ECLI:NL:RBAMS:2025:4073
Rechtbank Amsterdam
- Eerste aanleg - enkelvoudig
- F.L. Bolkestein
- R.D. Lok
- Rechtspraak.nl
Aflossing hypothecaire lening en onderlinge verhouding hoofdelijke schuldenaren
In deze zaak, die voor de Rechtbank Amsterdam is behandeld, gaat het om de aflossing van een hypothecaire lening en de onderlinge verhouding tussen hoofdelijke schuldenaren. De eisende partij, aangeduid als [eiser], heeft samen met de gedaagde partij, aangeduid als [gedaagde], in 1994 een lening van 207.500 gulden afgesloten, die aflossingsvrij was gedurende de looptijd van 30 jaar.

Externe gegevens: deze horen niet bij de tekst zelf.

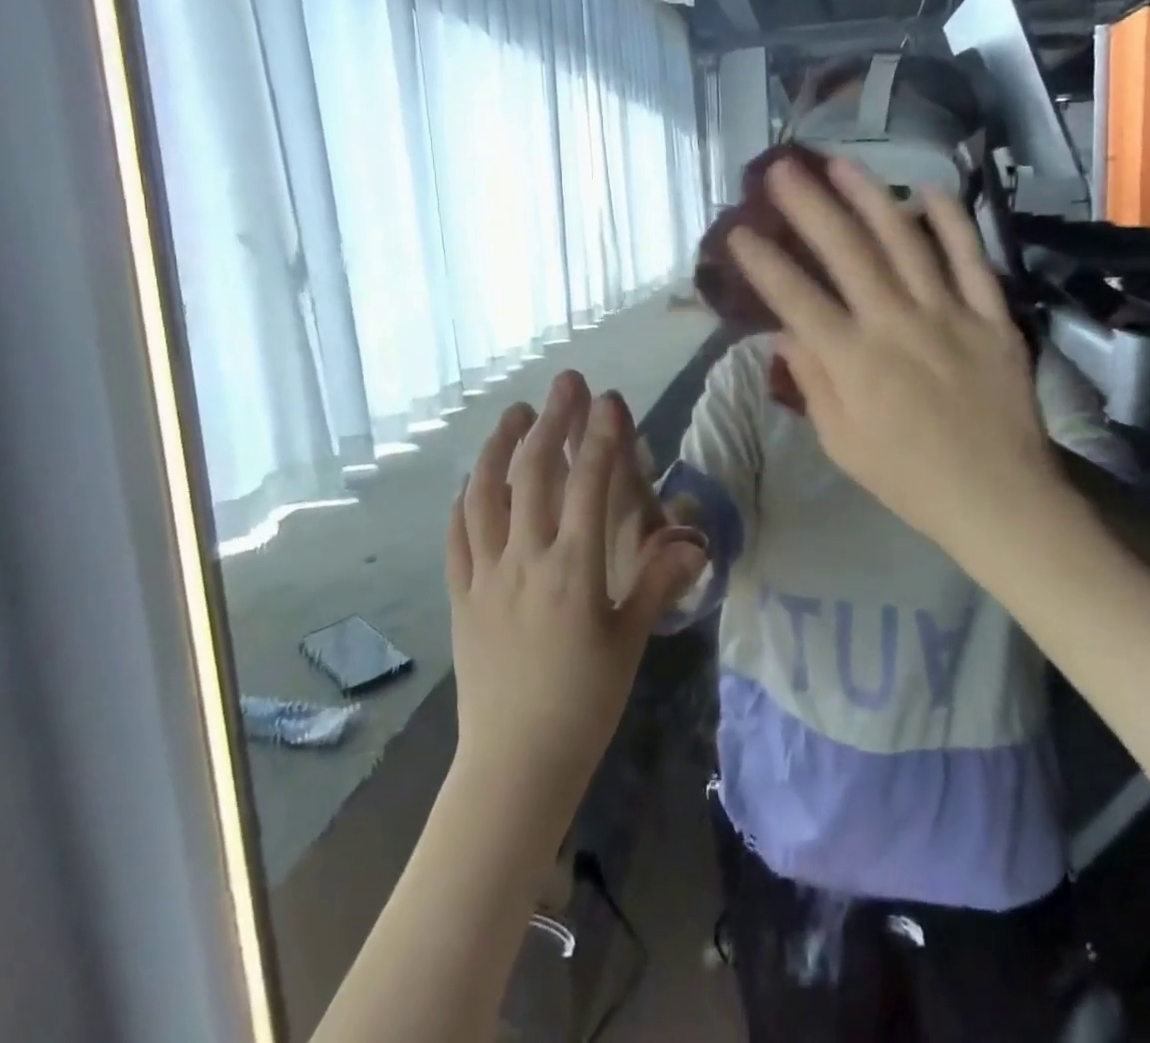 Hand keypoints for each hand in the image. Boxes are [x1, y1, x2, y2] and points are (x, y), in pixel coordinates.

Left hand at [448, 372, 705, 818]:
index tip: (608, 399)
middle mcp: (526, 559)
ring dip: (499, 446)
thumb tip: (692, 540)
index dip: (600, 436)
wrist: (515, 763)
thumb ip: (657, 582)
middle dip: (552, 421)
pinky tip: (471, 480)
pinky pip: (457, 535)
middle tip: (565, 384)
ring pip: (486, 494)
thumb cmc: (584, 703)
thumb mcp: (631, 642)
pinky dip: (464, 499)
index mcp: (574, 568)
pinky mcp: (460, 595)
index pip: (588, 484)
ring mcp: (486, 574)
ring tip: (515, 413)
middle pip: (535, 473)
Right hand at [726, 157, 1068, 559]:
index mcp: (854, 363)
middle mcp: (896, 325)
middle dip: (808, 206)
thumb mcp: (842, 443)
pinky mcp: (992, 316)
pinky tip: (929, 189)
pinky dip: (951, 222)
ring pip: (905, 242)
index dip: (763, 262)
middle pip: (846, 252)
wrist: (998, 499)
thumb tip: (785, 332)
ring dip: (870, 197)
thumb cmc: (909, 479)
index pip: (796, 299)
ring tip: (841, 163)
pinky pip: (972, 259)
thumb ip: (812, 382)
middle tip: (782, 169)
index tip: (738, 231)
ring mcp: (949, 314) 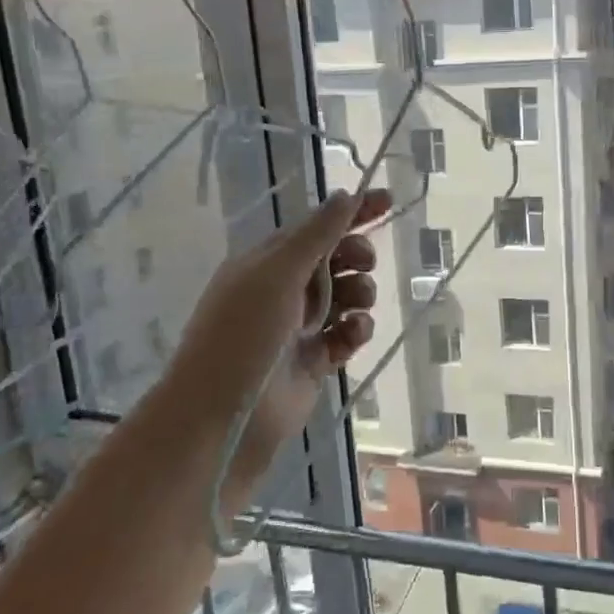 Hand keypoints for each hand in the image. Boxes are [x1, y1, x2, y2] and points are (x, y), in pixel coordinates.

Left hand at [168, 188, 388, 501]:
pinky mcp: (316, 361)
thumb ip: (317, 235)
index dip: (352, 212)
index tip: (388, 200)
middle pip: (335, 260)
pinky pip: (346, 335)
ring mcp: (300, 327)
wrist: (224, 417)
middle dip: (357, 257)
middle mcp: (283, 290)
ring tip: (358, 309)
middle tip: (364, 265)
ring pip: (346, 297)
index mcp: (267, 262)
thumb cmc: (244, 334)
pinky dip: (356, 331)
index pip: (316, 227)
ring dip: (360, 295)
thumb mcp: (278, 274)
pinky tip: (353, 334)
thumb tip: (345, 195) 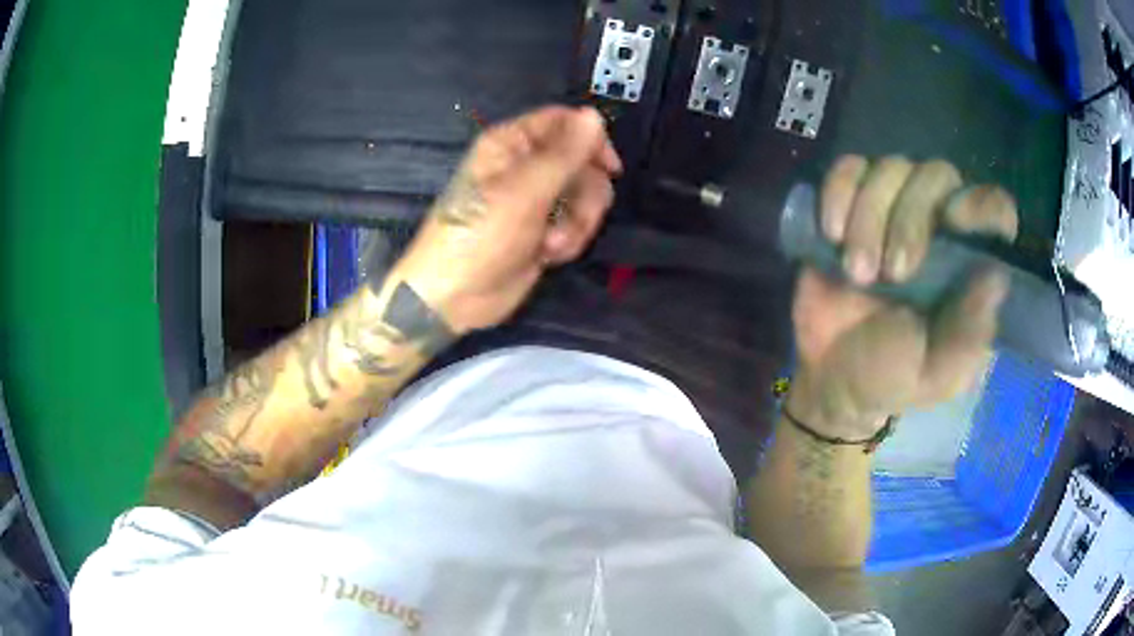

Beide partijen zijn hoofdelijk aansprakelijk voor de terugbetaling van de lening. In een eerdere uitspraak van 24 februari 2015 heeft de kantonrechter bepaald dat [eiser] 68% van de kosten van het pand moet dragen, terwijl [gedaagde] 32% moet bijdragen. De hypothecaire lening liep op 1 juni 2024 af, en [eiser] heeft een deel van de lening afgelost, terwijl [gedaagde] een lager bedrag heeft betaald. [eiser] vordert nu dat [gedaagde] het resterende bedrag van € 16.968,69 aan hem betaalt, vermeerderd met rente en kosten. [gedaagde] verzet zich tegen deze vordering en stelt dat de eerdere uitspraak van de kantonrechter ook geldt voor de aflossing van de lening.
De kantonrechter heeft in zijn beoordeling vastgesteld dat de verhouding van de hypothecaire schuld tussen [eiser] en [gedaagde] niet is gewijzigd door de eerdere uitspraak. De oorspronkelijke verhouding van 51,81% voor [eiser] en 48,19% voor [gedaagde] blijft van kracht. De kantonrechter heeft geoordeeld dat [eiser] niet het gevorderde bedrag van € 16.968,69 te veel heeft betaald, maar € 15.244,40. Daarnaast zijn de buitengerechtelijke incassokosten vastgesteld op € 927,44, en [gedaagde] is veroordeeld tot betaling van de proceskosten. Het vonnis is uitgesproken op 4 juli 2025.